My Venison Chicken Fried Steak and White Gravy Recipe is a quintessential Southern meal. The hard part is deciding whether you want to make it for breakfast or dinner.
It’s hard to imagine a more Southern meal than Chicken Fried Steak and Eggs. Fried to golden perfection and topped with creamy white gravy, this wild game version using deer steak is sure to become a family favorite.
I love using antelope steak, deer steak, and elk steak for my venison recipes. But I most often use deer steak because I hunt a lot of white-tailed deer and mule deer here in North Dakota.

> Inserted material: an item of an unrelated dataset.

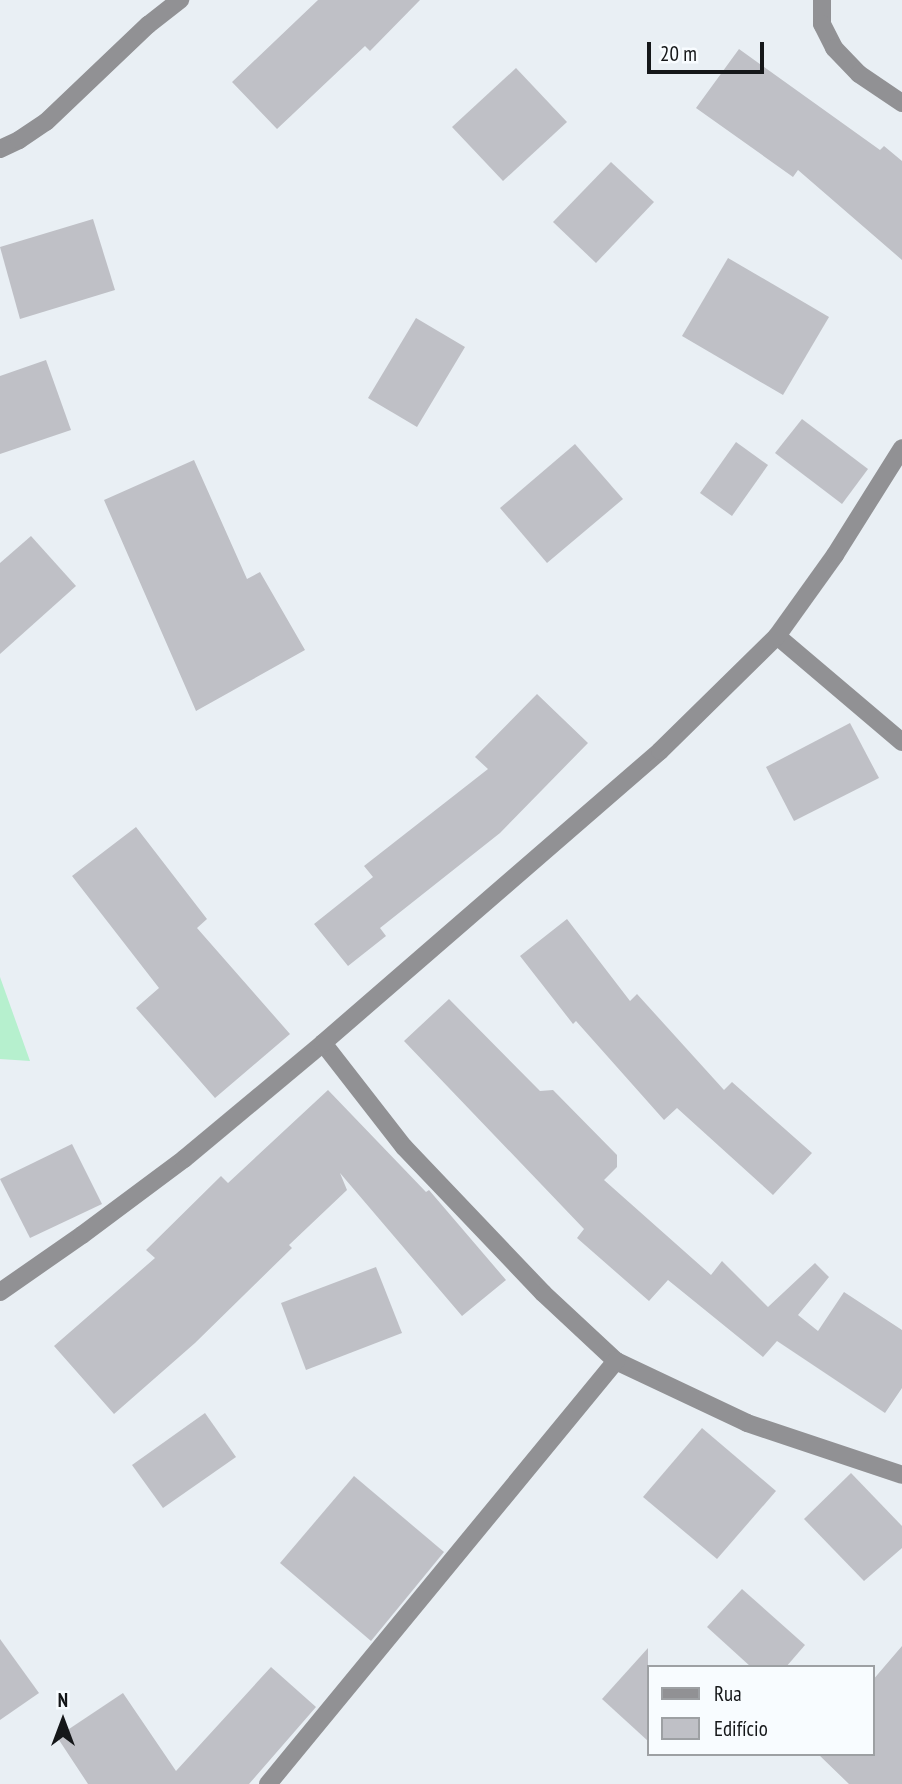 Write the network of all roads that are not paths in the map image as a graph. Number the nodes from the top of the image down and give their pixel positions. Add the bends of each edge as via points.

Country Fried Steak vs. Chicken Fried Steak
What’s the difference between Country Fried Steak and Chicken Fried Steak? Some food historians believe that "country fried" and "chicken fried" are just regional names for the same thing: an inexpensive cut of beef, usually top round or bottom round, that is seasoned, breaded, and pan-fried, traditionally in a cast-iron skillet. A delicious gravy is made using the pan drippings, and both steak and gravy are served on mashed potatoes or biscuits.
Chicken-fried steak has a crispy coating and is appropriately named because it’s prepared the same way as fried chicken. The steak is dipped in an egg batter, dredged in seasoned flour, and then fried. It’s often served with a peppery white gravy, either on the side or spooned over the steak right before serving to keep the crust crisp.
Country-fried steak, sometimes called smothered steak, is dredged in flour and fried on both sides. Many cooks remove the steaks after frying, prepare a brown gravy from the drippings, then return the steaks to the pan to simmer. This method infuses the steaks with rich gravy flavor.
I’m a purist who insists on white gravy for chicken-fried steak and brown gravy for country-fried steak. But I won’t argue with anyone who loves white gravy with both. Either way, they’re indulgent and delicious!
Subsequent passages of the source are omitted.